December 13, 2005
GALESBURG (Dec. 13)—Mike Dagen put his railroad days behind him last April when he retired from the BNSF after 40 years of service as a clerk, switchman, brakeman, conductor and yardmaster.
But just because he pulled the pin doesn’t mean Dagen has put his union days behind him. He not only remains a member of UTU Local No. 1423 but just demonstrated his union solidarity with a Diamond-Plus Card contribution to UTU-PAC, the fund UTU uses to help elect political candidates who support policies favorable to railroad employees and their families.
“Diamond-Plus is a category reserved for donations greater than $400,” said UTU Illinois Legislative Director Joseph C. Szabo. “Only a handful of our rank-and-file working members donate at that level. To see a contribution that size from a retiree is extremely gratifying.”

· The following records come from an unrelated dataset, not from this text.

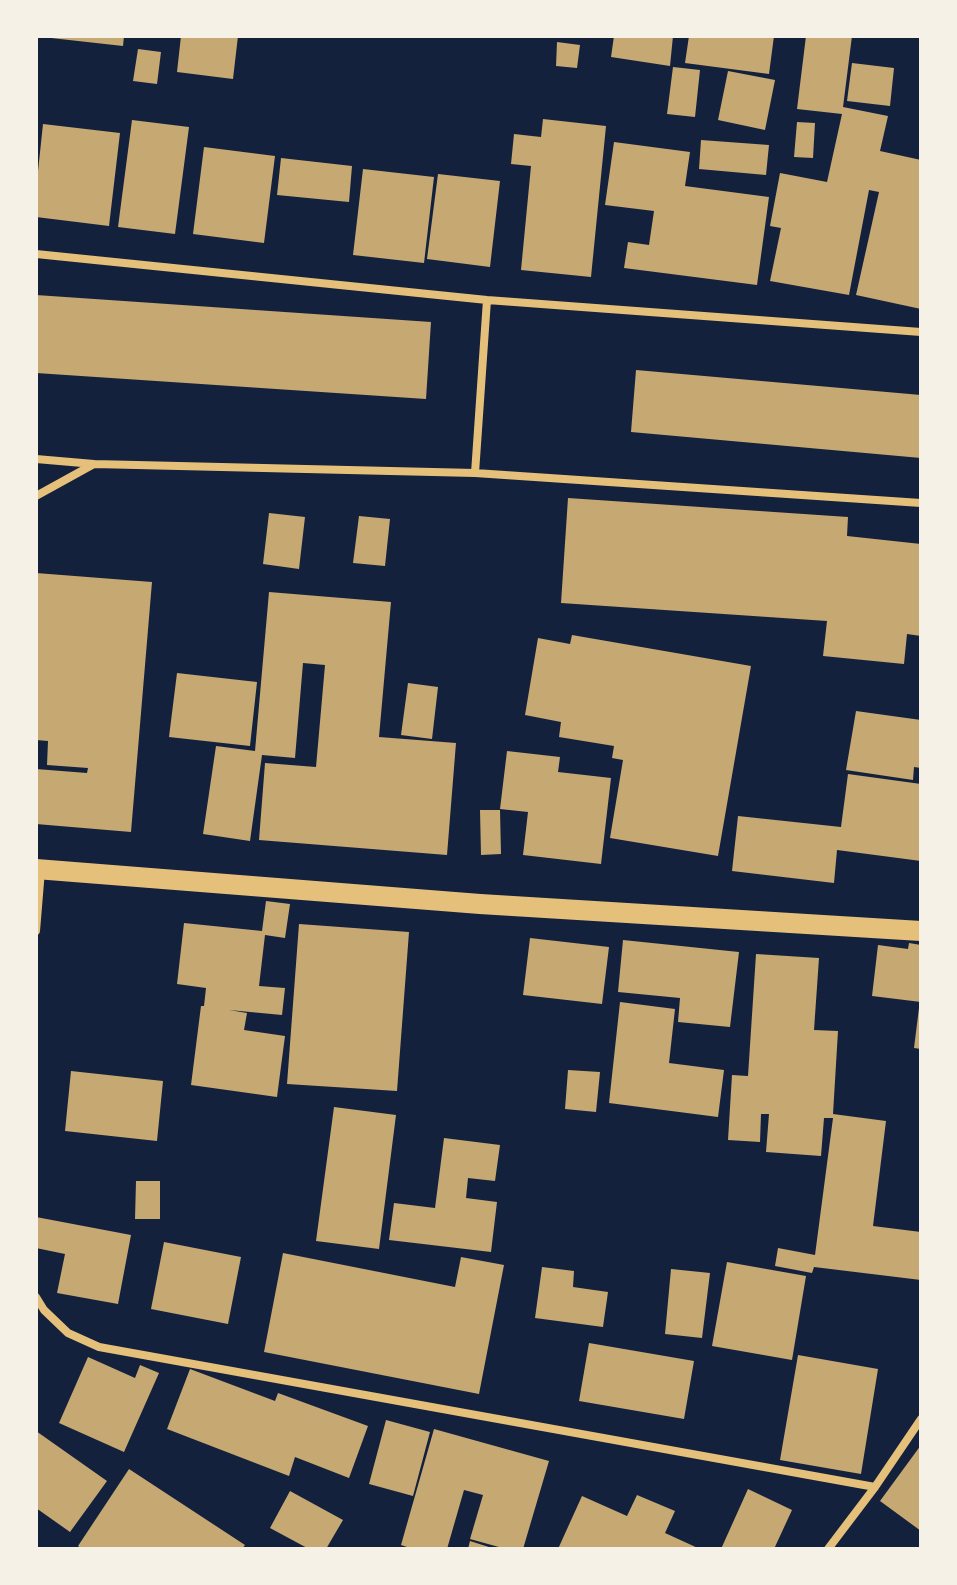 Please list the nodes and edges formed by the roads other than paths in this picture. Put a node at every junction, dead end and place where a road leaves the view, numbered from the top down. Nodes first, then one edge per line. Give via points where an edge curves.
1 (36, 254) edge
2 (487, 300) junction
3 (921, 332) edge
4 (36, 459) edge
5 (94, 464) junction
6 (475, 473) junction
7 (36, 496) edge
8 (921, 503) edge
9 (39, 870) edge
10 (36, 931) edge
11 (921, 931) edge
12 (36, 1297) edge
13 (921, 1419) edge
14 (875, 1487) junction
15 (828, 1549) edge

1 - 2 street
2 - 3 street
2 - 6 street
4 - 5 street
5 - 6 street
5 - 7 street
6 - 8 street
9 - 10 street
9 - 11 main road
12 - 14 street via 68,1333 99,1347
13 - 14 street
14 - 15 street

Why has Dagen, 60, continued to support UTU-PAC—and he supports it big-time–even though he’s retired?
“It’s a good outfit and I believe in the work they do,” Dagen told “Hot Topics” in a telephone interview.
Asked to define that work more specifically, Dagen said it all revolves around using legislation to keep railroad employees safe when railroad companies are too focused on profits to do the job themselves.

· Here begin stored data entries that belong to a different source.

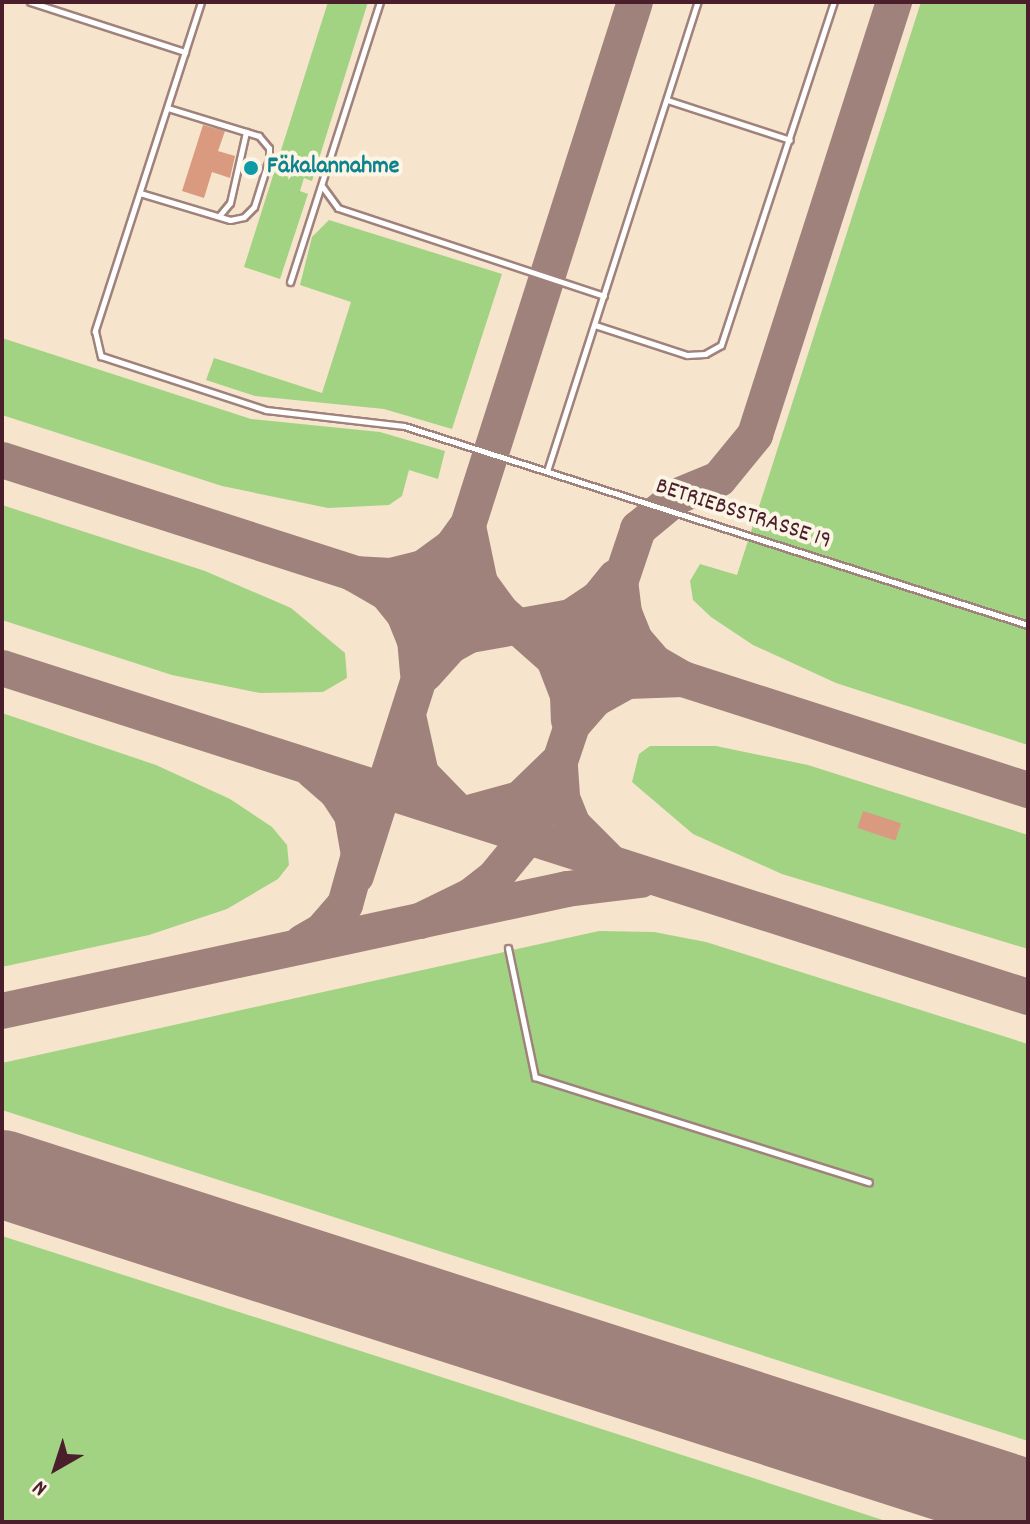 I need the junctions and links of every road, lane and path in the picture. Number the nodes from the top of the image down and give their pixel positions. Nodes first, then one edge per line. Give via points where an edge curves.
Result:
1 (30, 2) edge
2 (201, 2) edge
3 (380, 2) edge
4 (698, 2) edge
5 (834, 2) edge
6 (185, 52) junction
7 (667, 100) junction
8 (167, 108) junction
9 (246, 132) junction
10 (790, 140) junction
11 (322, 186) junction
12 (140, 193) junction
13 (219, 216) junction
14 (290, 282) dead end
15 (604, 296) junction
16 (595, 325) junction
17 (547, 471) junction
18 (1028, 625) edge
19 (508, 948) dead end
20 (869, 1182) dead end

1 - 6 lane
2 - 6 lane
3 - 11 lane
4 - 7 lane
5 - 10 lane
6 - 8 lane
7 - 10 lane
7 - 15 lane
8 - 9 lane
8 - 12 lane
9 - 13 lane via 230,203
9 - 13 lane via 269,148 254,207 244,217
10 - 16 lane via 721,345 705,354 687,355
11 - 14 lane
11 - 15 lane via 338,208
12 - 13 lane
12 - 17 lane, BETRIEBSSTRASSE 19 via 95,331 101,356 266,410 382,421
15 - 16 lane
16 - 17 lane
17 - 18 lane, BETRIEBSSTRASSE 19
19 - 20 lane via 535,1077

“In this day and age,” Dagen explained, “labor deals with politicians, not the railroad company. The employees often don’t realize that’s how the union protects its men. It gets laws passed that attack the safety issues.”
Dagen said he never really understood much about the union’s political and legislative efforts until he was injured on the job in 2002.

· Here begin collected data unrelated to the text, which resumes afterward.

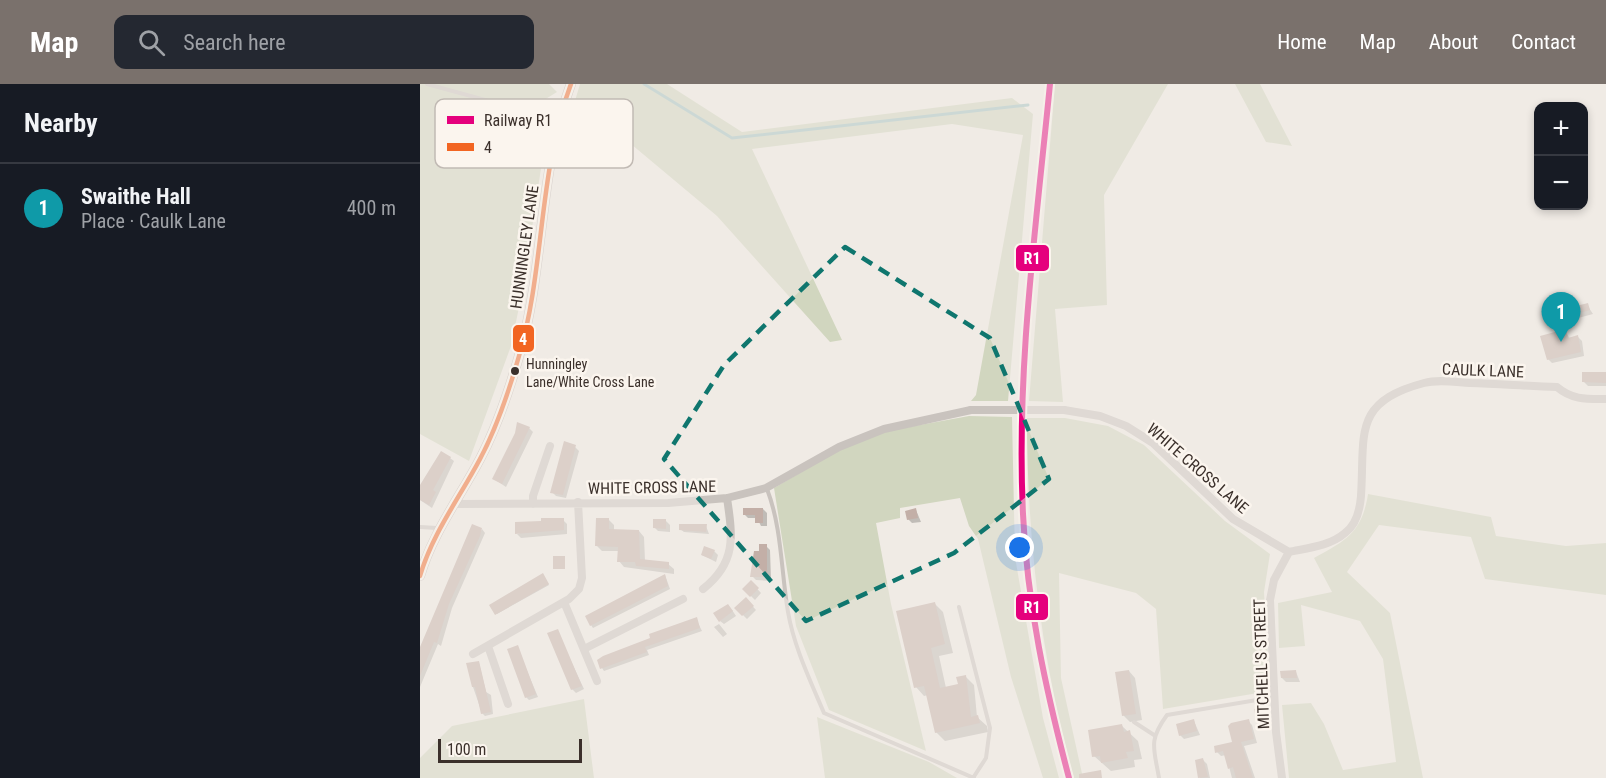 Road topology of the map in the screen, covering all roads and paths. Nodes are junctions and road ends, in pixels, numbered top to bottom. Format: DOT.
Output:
graph roads {
  1 [pos="427,84"];
  2 [pos="571,84"];
  3 [pos="482,99"];
  4 [pos="565,99"];
  5 [pos="552,168"];
  6 [pos="1606,399"];
  7 [pos="550,446"];
  8 [pos="766,488"];
  9 [pos="727,498"];
  10 [pos="578,502"];
  11 [pos="456,504"];
  12 [pos="533,504"];
  13 [pos="420,527"];
  14 [pos="441,528"];
  15 [pos="1289,552"];
  16 [pos="420,576"];
  17 [pos="703,589"];
  18 [pos="683,599"];
  19 [pos="564,602"];
  20 [pos="959,607"];
  21 [pos="488,646"];
  22 [pos="584,649"];
  23 [pos="474,654"];
  24 [pos="597,681"];
  25 [pos="1275,697"];
  26 [pos="508,704"];
  27 [pos="1134,722"];
  28 [pos="1154,735"];
  29 [pos="973,778"];
  30 [pos="1159,778"];
  31 [pos="1282,778"];
  1 -- 3 [label="lane"];
  2 -- 4 [label="main road, HUNNINGLEY LANE"];
  5 -- 11 [label="main road, HUNNINGLEY LANE"];
  6 -- 15 [label="street, CAULK LANE"];
  7 -- 12 [label="street"];
  8 -- 9 [label="street, WHITE CROSS LANE"];
  8 -- 15 [label="street, WHITE CROSS LANE, bridge"];
  8 -- 29 [label="lane"];
  9 -- 10 [label="street, WHITE CROSS LANE"];
  9 -- 17 [label="street"];
  10 -- 12 [label="street, WHITE CROSS LANE"];
  10 -- 19 [label="street"];
  11 -- 12 [label="street, WHITE CROSS LANE"];
  11 -- 14 [label="main road, HUNNINGLEY LANE"];
  13 -- 14 [label="lane"];
  14 -- 16 [label="main road, HUNNINGLEY LANE"];
  15 -- 25 [label="street, MITCHELL'S STREET"];
  18 -- 22 [label="street"];
  19 -- 21 [label="street"];
  19 -- 22 [label="street"];
  20 -- 29 [label="lane"];
  21 -- 23 [label="street"];
  21 -- 26 [label="street"];
  22 -- 24 [label="street"];
  25 -- 28 [label="lane"];
  25 -- 31 [label="street, MITCHELL'S STREET"];
  27 -- 28 [label="lane"];
  28 -- 30 [label="lane"];
} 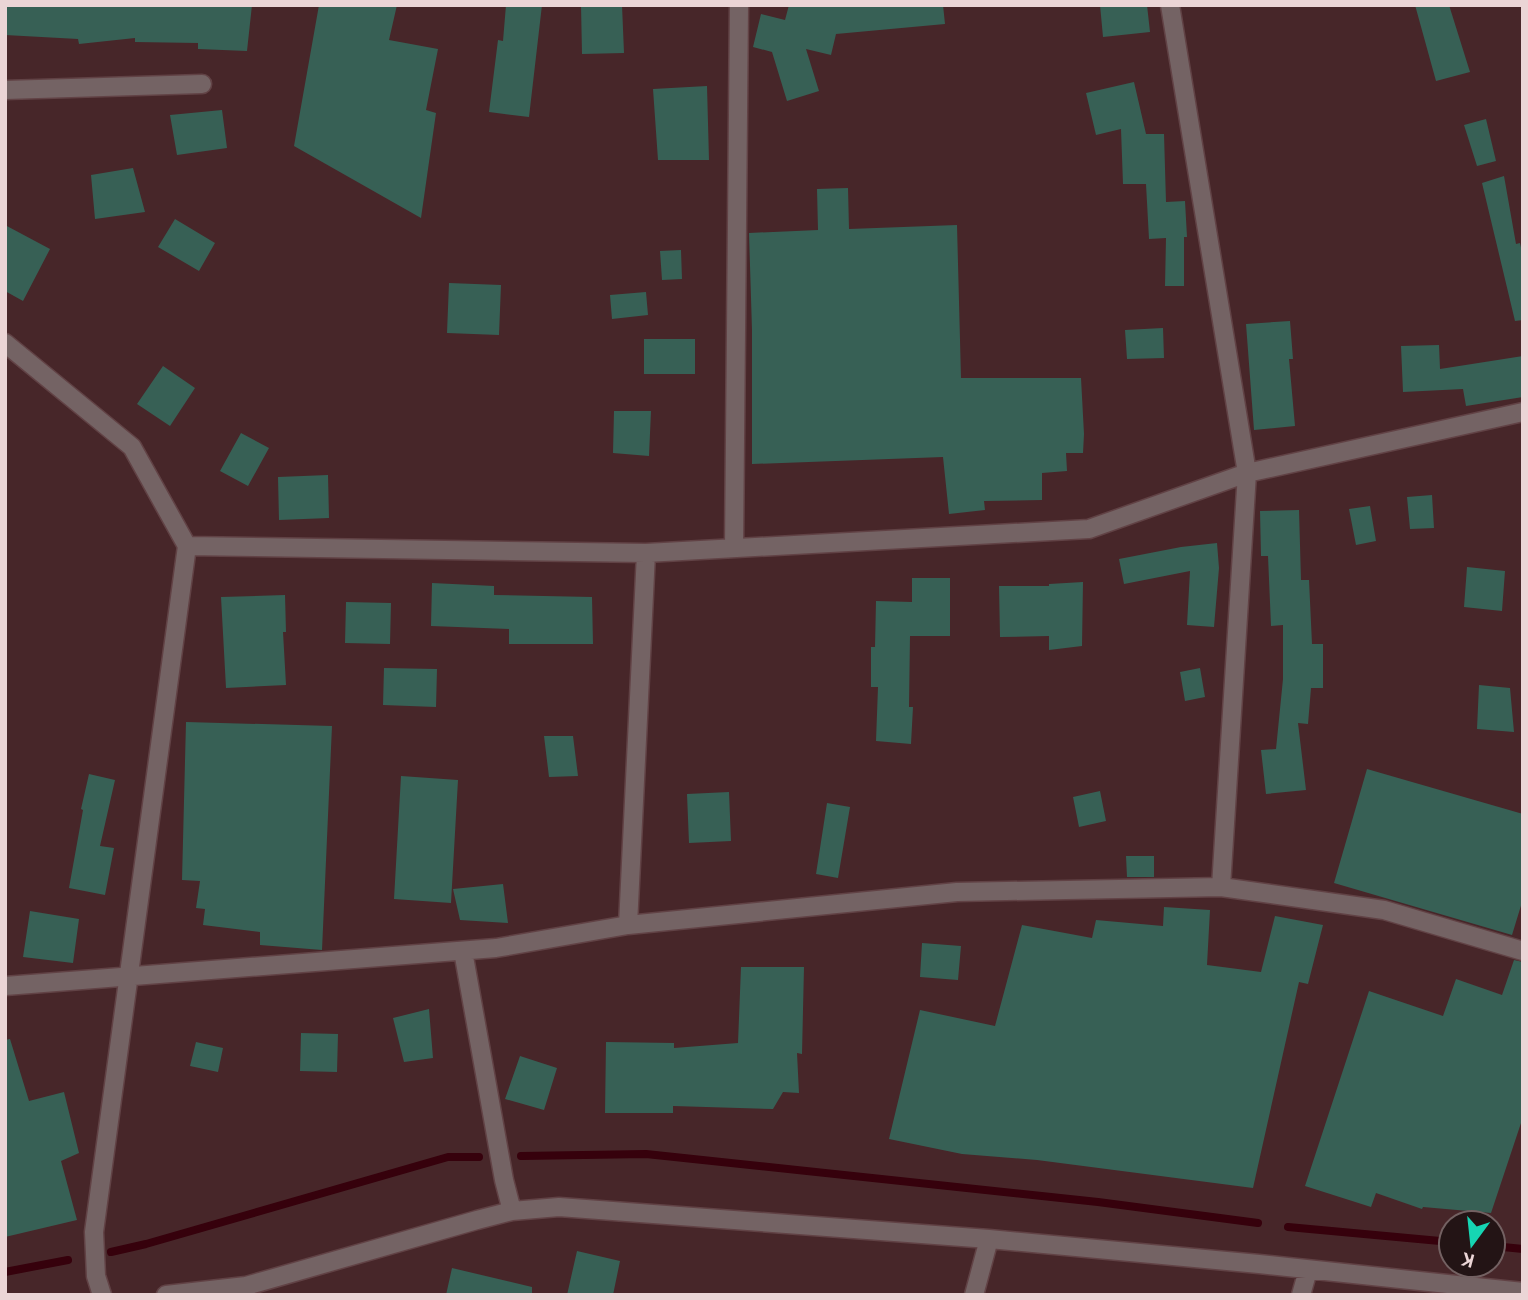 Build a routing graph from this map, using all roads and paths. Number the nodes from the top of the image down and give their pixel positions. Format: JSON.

“Our Local UTU Legislative Representative, Bud Linroth, invited me to go down to Springfield with him,” Dagen said. “I testified before the House Transportation Committee about what happened to me and why railroad workers need laws enforcing safety in the workplace.”
Later, Dagen said, he got to see the UTU Illinois Legislative Board deliver that legislation. He cited the Employees Medical Treatment Act and updates to the Crew Van Safety Act passed this year, as well as last year’s Walkway Safety Act, as reasons why UTU-PAC has earned his support.
“They no longer can harass us if we report an injury,” Dagen said. “They can’t interfere with our medical treatment the way they were doing. And each employee who rides in a company van now is insured up to $250,000 in an accident. It used to be $10,000.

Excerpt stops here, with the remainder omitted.